# Exercise aim
What lines in the records below include the word "DejaVu"? Return each one.
START Input data
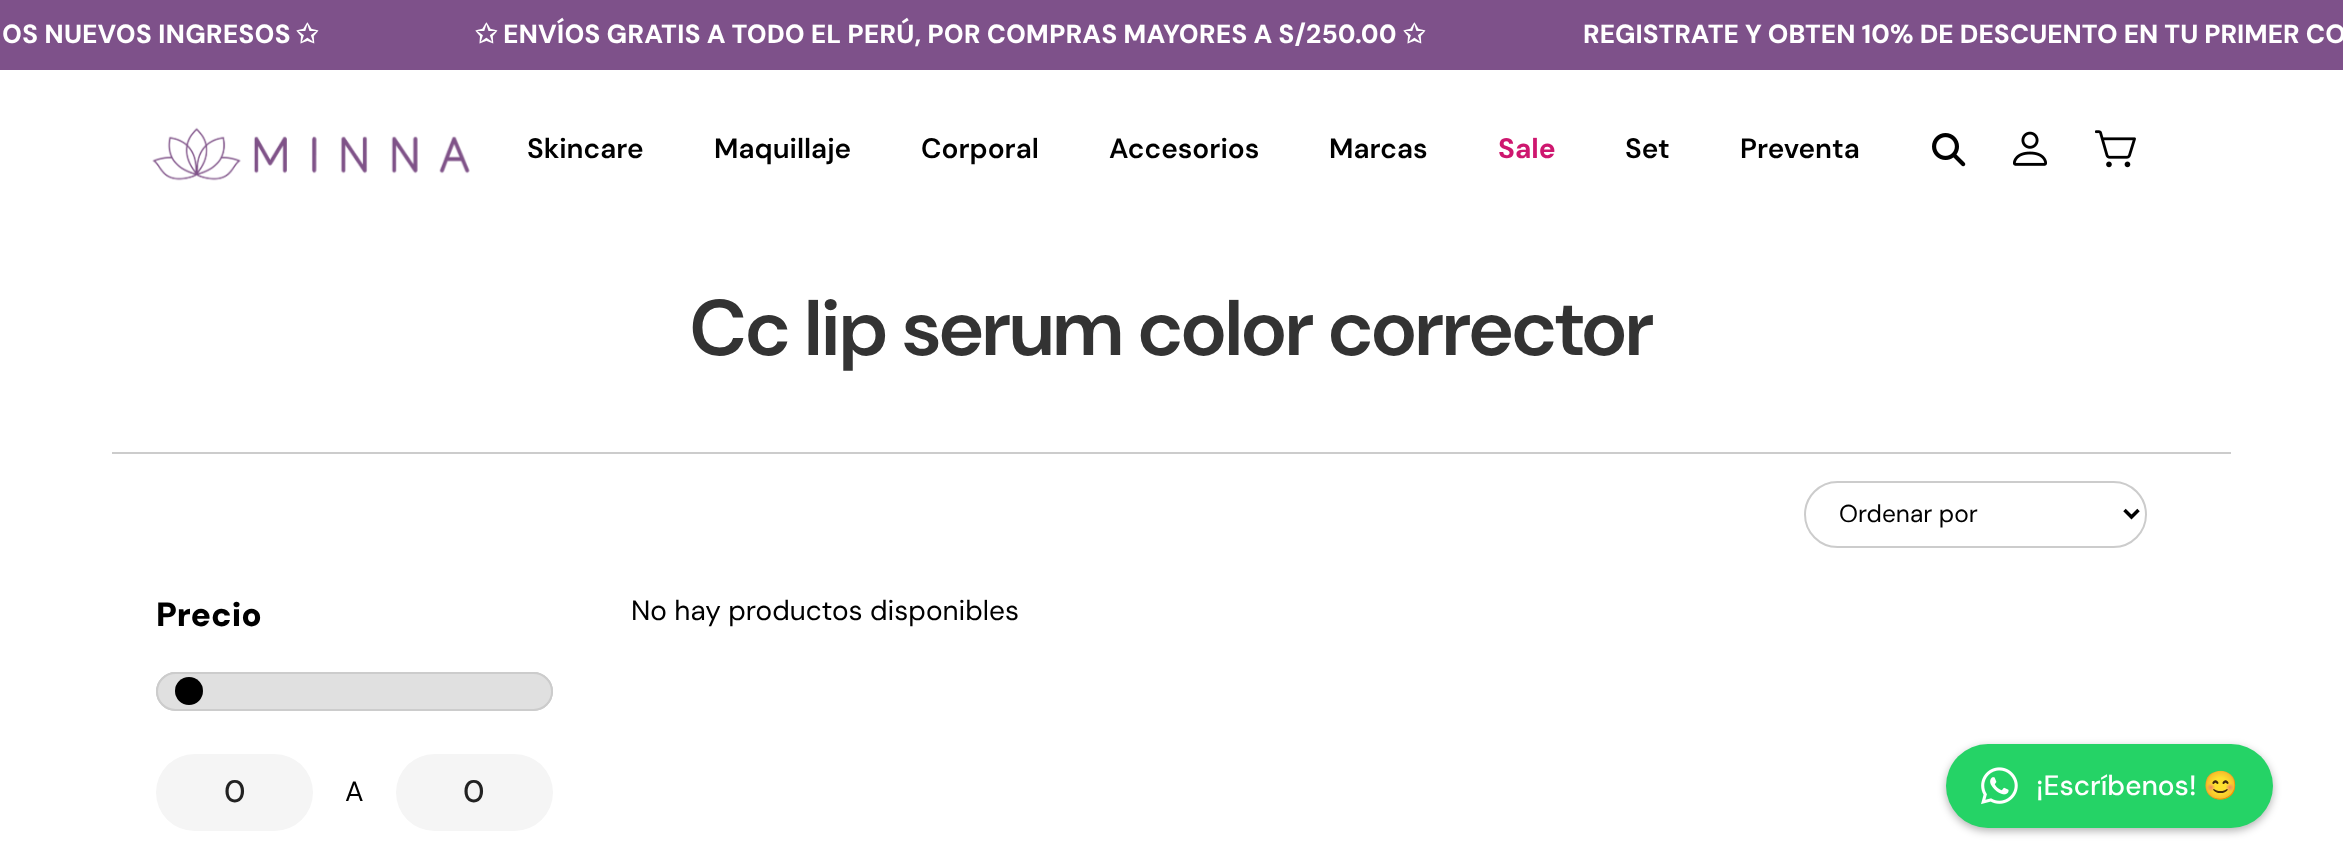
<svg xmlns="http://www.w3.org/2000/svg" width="2343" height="862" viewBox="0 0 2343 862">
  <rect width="100%" height="100%" fill="#fff"/>
  <path d="M0 0h2343v70H0z" fill="#7e518a"/>
  <image x="152" y="127" width="318" height="54" href="img/1.png"/>
  <image x="1932" y="133" width="34" height="34" href="img/2.png"/>
  <image x="2013" y="131" width="34" height="35" href="img/3.png"/>
  <image x="2095" y="130" width="41" height="38" href="img/4.png"/>
  <path d="M112 452h2119v2H112z" fill="#ccc"/>
  <rect x="1805" y="482" width="341" height="65" rx="32.5" fill="none" stroke="#ccc" stroke-width="2"/>
  <path d="M2124.5 510L2131.5 517L2138.5 510" fill="none" stroke="#000" stroke-width="3.5"/>
  <rect x="157" y="673" width="395" height="37" rx="18.5" fill="none" stroke="#ccc" stroke-width="2"/>
  <rect x="157" y="673" width="395" height="37" rx="18.5" fill="#e0e0e0" stroke="#ccc" stroke-width="2"/>
  <circle cx="189" cy="691" r="14" fill="#000"/>
  <rect x="156" y="754" width="157" height="77" rx="38.5" fill="#f5f5f5"/>
  <rect x="396" y="754" width="157" height="77" rx="38.5" fill="#f5f5f5"/>
  <rect x="1946" y="747" width="327" height="84" rx="42" fill="#0000004d" filter="blur(4.5px)"/>
  <rect x="1946" y="744" width="327" height="84" rx="42" fill="#25d366"/>
  <image x="1981" y="767" width="37" height="38" href="img/5.png"/>
  <text x="2" y="43" font-family="DM Sans" font-size="26.25" font-weight="800" fill="#fff">OS NUEVOS INGRESOS</text>
  <g font-family="DejaVu Sans" font-size="26.25" font-weight="bold" fill="#fff">
    <text x="296" y="43">✩</text>
    <text x="475" y="43">✩</text>
  </g>
  <text x="503" y="43" word-spacing="-0.25" font-family="DM Sans" font-size="26.25" font-weight="800" fill="#fff">ENVÍOS GRATIS A TODO EL PERÚ, POR COMPRAS MAYORES A S/250.00</text>
  <text x="1403" y="43" font-family="DejaVu Sans" font-size="26.25" font-weight="bold" fill="#fff">✩</text>
  <text x="1583" y="43" font-family="'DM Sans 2'" font-size="26.25" font-weight="800" fill="#fff">REGISTRATE Y OBTEN 10% DE DESCUENTO EN TU PRIMER CO</text>
  <g font-family="'DM Sans 2'" font-size="28" font-weight="600" fill="#000">
    <text x="527" y="158">Skincare</text>
    <text x="714" y="158">Maquillaje</text>
    <text x="921" y="158">Corporal</text>
    <text x="1109" y="158">Accesorios</text>
    <text x="1329" y="158">Marcas</text>
  </g>
  <text x="1498" y="158" font-family="DM Sans" font-size="28" font-weight="bold" fill="#ce176f">Sale</text>
  <g font-family="'DM Sans 2'" font-size="28" font-weight="600" fill="#000">
    <text x="1625" y="158">Set</text>
    <text x="1740" y="158">Preventa</text>
  </g>
  <text x="690" y="355" font-family="DM Sans" font-size="78.75" font-weight="600" fill="#333">Cc lip serum color corrector</text>
  <text x="1839" y="522" font-family="DM Sans" font-size="24.5" fill="#000">Ordenar por</text>
  <text x="631" y="620" font-family="'DM Sans 2'" font-size="28" fill="#000">No hay productos disponibles</text>
  <text x="156" y="626" font-family="DM Sans" font-size="33.5" font-weight="900" fill="#000">Precio</text>
  <text x="224" y="802" font-family="DM Sans" font-size="31" font-weight="500" fill="#222">0</text>
  <text x="345" y="801" font-family="'DM Sans 2'" font-size="28" fill="#000">A</text>
  <text x="463" y="802" font-family="DM Sans" font-size="31" font-weight="500" fill="#222">0</text>
  <text x="2036" y="795" font-family="'DM Sans 2'" font-size="28" font-weight="500" fill="#fff">¡Escríbenos!</text>
  <text x="2203" y="795" font-family="Noto Color Emoji" font-size="28" fill="#fff">😊</text>
</svg>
END Input data
# Task response
  <g font-family="DejaVu Sans" font-size="26.25" font-weight="bold" fill="#fff">
  <text x="1403" y="43" font-family="DejaVu Sans" font-size="26.25" font-weight="bold" fill="#fff">✩</text>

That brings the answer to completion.